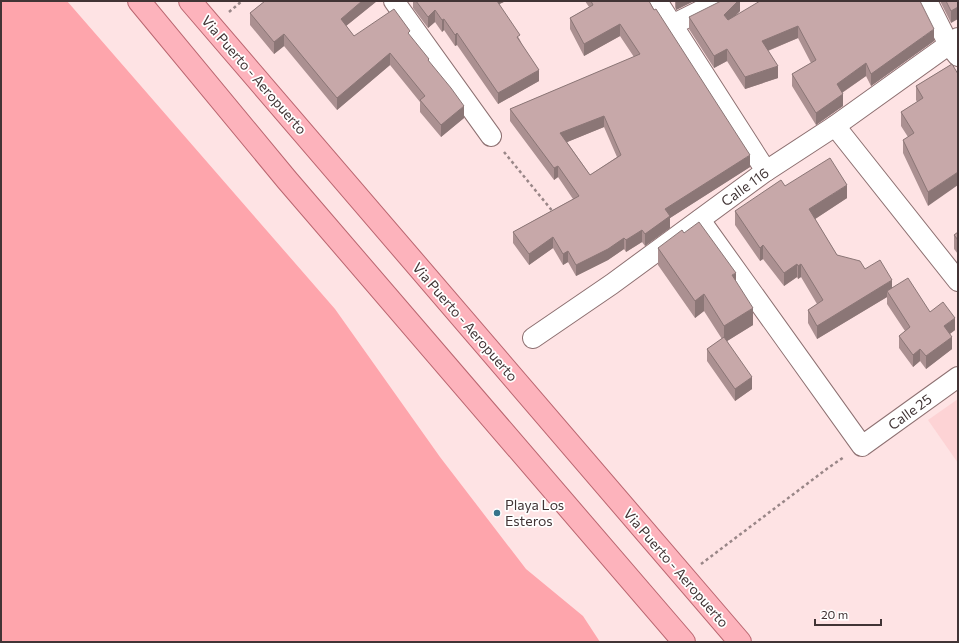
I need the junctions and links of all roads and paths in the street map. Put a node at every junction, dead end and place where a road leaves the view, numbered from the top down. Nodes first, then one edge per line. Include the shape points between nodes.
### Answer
1 (138, 1) edge
2 (190, 1) edge
3 (394, 1) edge
4 (657, 1) edge
5 (720, 1) edge
6 (927, 1) edge
7 (672, 25) junction
8 (955, 46) edge
9 (835, 126) junction
10 (491, 136) joint
11 (766, 171) junction
12 (556, 216) edge
13 (700, 220) junction
14 (958, 281) edge
15 (533, 338) dead end
16 (958, 377) edge
17 (862, 446) junction
18 (684, 576) junction
19 (684, 642) edge
20 (740, 642) edge

1 - 19 main road
2 - 18 main road, Via Puerto - Aeropuerto
3 - 10 street
4 - 7 street
5 - 7 street
6 - 8 street
7 - 11 street
8 - 9 street, Calle 116
9 - 11 street, Calle 116
9 - 14 street
10 - 12 path
11 - 13 street, Calle 116
13 - 15 street, Calle 116
13 - 17 street
16 - 17 street, Calle 25
17 - 18 path via 828,468
18 - 20 main road, Via Puerto - Aeropuerto

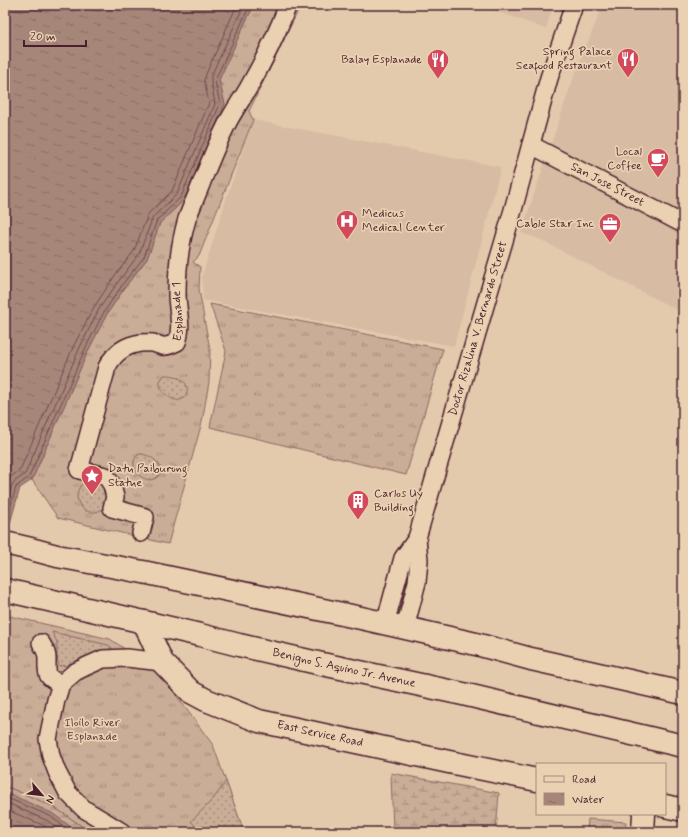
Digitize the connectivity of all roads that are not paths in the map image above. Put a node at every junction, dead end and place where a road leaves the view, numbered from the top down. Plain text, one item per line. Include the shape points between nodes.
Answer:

• **About this task**: Your answer should be a precise transcript of the entries, minus the pictures.

• **Response for this exercise**:
I need the junctions and links of all roads and paths in the street map. Put a node at every junction, dead end and place where a road leaves the view, numbered from the top down. Nodes first, then one edge per line. Include the shape points between nodes.
### Answer
1 (138, 1) edge
2 (190, 1) edge
3 (394, 1) edge
4 (657, 1) edge
5 (720, 1) edge
6 (927, 1) edge
7 (672, 25) junction
8 (955, 46) edge
9 (835, 126) junction
10 (491, 136) joint
11 (766, 171) junction
12 (556, 216) edge
13 (700, 220) junction
14 (958, 281) edge
15 (533, 338) dead end
16 (958, 377) edge
17 (862, 446) junction
18 (684, 576) junction
19 (684, 642) edge
20 (740, 642) edge

1 - 19 main road
2 - 18 main road, Via Puerto - Aeropuerto
3 - 10 street
4 - 7 street
5 - 7 street
6 - 8 street
7 - 11 street
8 - 9 street, Calle 116
9 - 11 street, Calle 116
9 - 14 street
10 - 12 path
11 - 13 street, Calle 116
13 - 15 street, Calle 116
13 - 17 street
16 - 17 street, Calle 25
17 - 18 path via 828,468
18 - 20 main road, Via Puerto - Aeropuerto

Digitize the connectivity of all roads that are not paths in the map image above. Put a node at every junction, dead end and place where a road leaves the view, numbered from the top down. Plain text, one item per line. Include the shape points between nodes.
Answer:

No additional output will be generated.